● What to work on: Print each of the records below, leaving every word as it is.

● Data shown:

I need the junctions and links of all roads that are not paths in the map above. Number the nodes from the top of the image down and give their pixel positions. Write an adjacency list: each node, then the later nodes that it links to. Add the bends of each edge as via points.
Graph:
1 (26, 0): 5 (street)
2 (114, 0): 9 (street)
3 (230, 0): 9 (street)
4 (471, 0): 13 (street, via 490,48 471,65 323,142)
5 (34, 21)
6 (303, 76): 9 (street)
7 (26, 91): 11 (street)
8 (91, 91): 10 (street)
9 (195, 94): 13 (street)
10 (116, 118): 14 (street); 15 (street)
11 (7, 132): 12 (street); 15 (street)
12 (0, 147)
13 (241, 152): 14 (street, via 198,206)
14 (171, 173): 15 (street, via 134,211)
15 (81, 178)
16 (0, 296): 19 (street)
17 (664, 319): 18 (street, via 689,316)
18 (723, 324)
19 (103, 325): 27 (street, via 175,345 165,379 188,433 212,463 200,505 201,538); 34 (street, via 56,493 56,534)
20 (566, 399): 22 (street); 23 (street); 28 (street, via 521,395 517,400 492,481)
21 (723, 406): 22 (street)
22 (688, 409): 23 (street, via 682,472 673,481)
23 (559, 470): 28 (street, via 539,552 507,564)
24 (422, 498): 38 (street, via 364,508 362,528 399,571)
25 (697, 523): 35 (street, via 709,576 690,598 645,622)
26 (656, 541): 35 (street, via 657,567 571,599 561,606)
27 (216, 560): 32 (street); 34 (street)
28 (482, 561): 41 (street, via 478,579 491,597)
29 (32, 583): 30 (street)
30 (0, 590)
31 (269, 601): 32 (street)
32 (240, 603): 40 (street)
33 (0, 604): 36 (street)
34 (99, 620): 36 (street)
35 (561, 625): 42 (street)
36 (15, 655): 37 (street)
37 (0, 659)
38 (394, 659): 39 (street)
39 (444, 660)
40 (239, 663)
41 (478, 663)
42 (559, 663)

● Solution:
I need the junctions and links of all roads that are not paths in the map above. Number the nodes from the top of the image down and give their pixel positions. Write an adjacency list: each node, then the later nodes that it links to. Add the bends of each edge as via points.
Graph:
1 (26, 0): 5 (street)
2 (114, 0): 9 (street)
3 (230, 0): 9 (street)
4 (471, 0): 13 (street, via 490,48 471,65 323,142)
5 (34, 21)
6 (303, 76): 9 (street)
7 (26, 91): 11 (street)
8 (91, 91): 10 (street)
9 (195, 94): 13 (street)
10 (116, 118): 14 (street); 15 (street)
11 (7, 132): 12 (street); 15 (street)
12 (0, 147)
13 (241, 152): 14 (street, via 198,206)
14 (171, 173): 15 (street, via 134,211)
15 (81, 178)
16 (0, 296): 19 (street)
17 (664, 319): 18 (street, via 689,316)
18 (723, 324)
19 (103, 325): 27 (street, via 175,345 165,379 188,433 212,463 200,505 201,538); 34 (street, via 56,493 56,534)
20 (566, 399): 22 (street); 23 (street); 28 (street, via 521,395 517,400 492,481)
21 (723, 406): 22 (street)
22 (688, 409): 23 (street, via 682,472 673,481)
23 (559, 470): 28 (street, via 539,552 507,564)
24 (422, 498): 38 (street, via 364,508 362,528 399,571)
25 (697, 523): 35 (street, via 709,576 690,598 645,622)
26 (656, 541): 35 (street, via 657,567 571,599 561,606)
27 (216, 560): 32 (street); 34 (street)
28 (482, 561): 41 (street, via 478,579 491,597)
29 (32, 583): 30 (street)
30 (0, 590)
31 (269, 601): 32 (street)
32 (240, 603): 40 (street)
33 (0, 604): 36 (street)
34 (99, 620): 36 (street)
35 (561, 625): 42 (street)
36 (15, 655): 37 (street)
37 (0, 659)
38 (394, 659): 39 (street)
39 (444, 660)
40 (239, 663)
41 (478, 663)
42 (559, 663)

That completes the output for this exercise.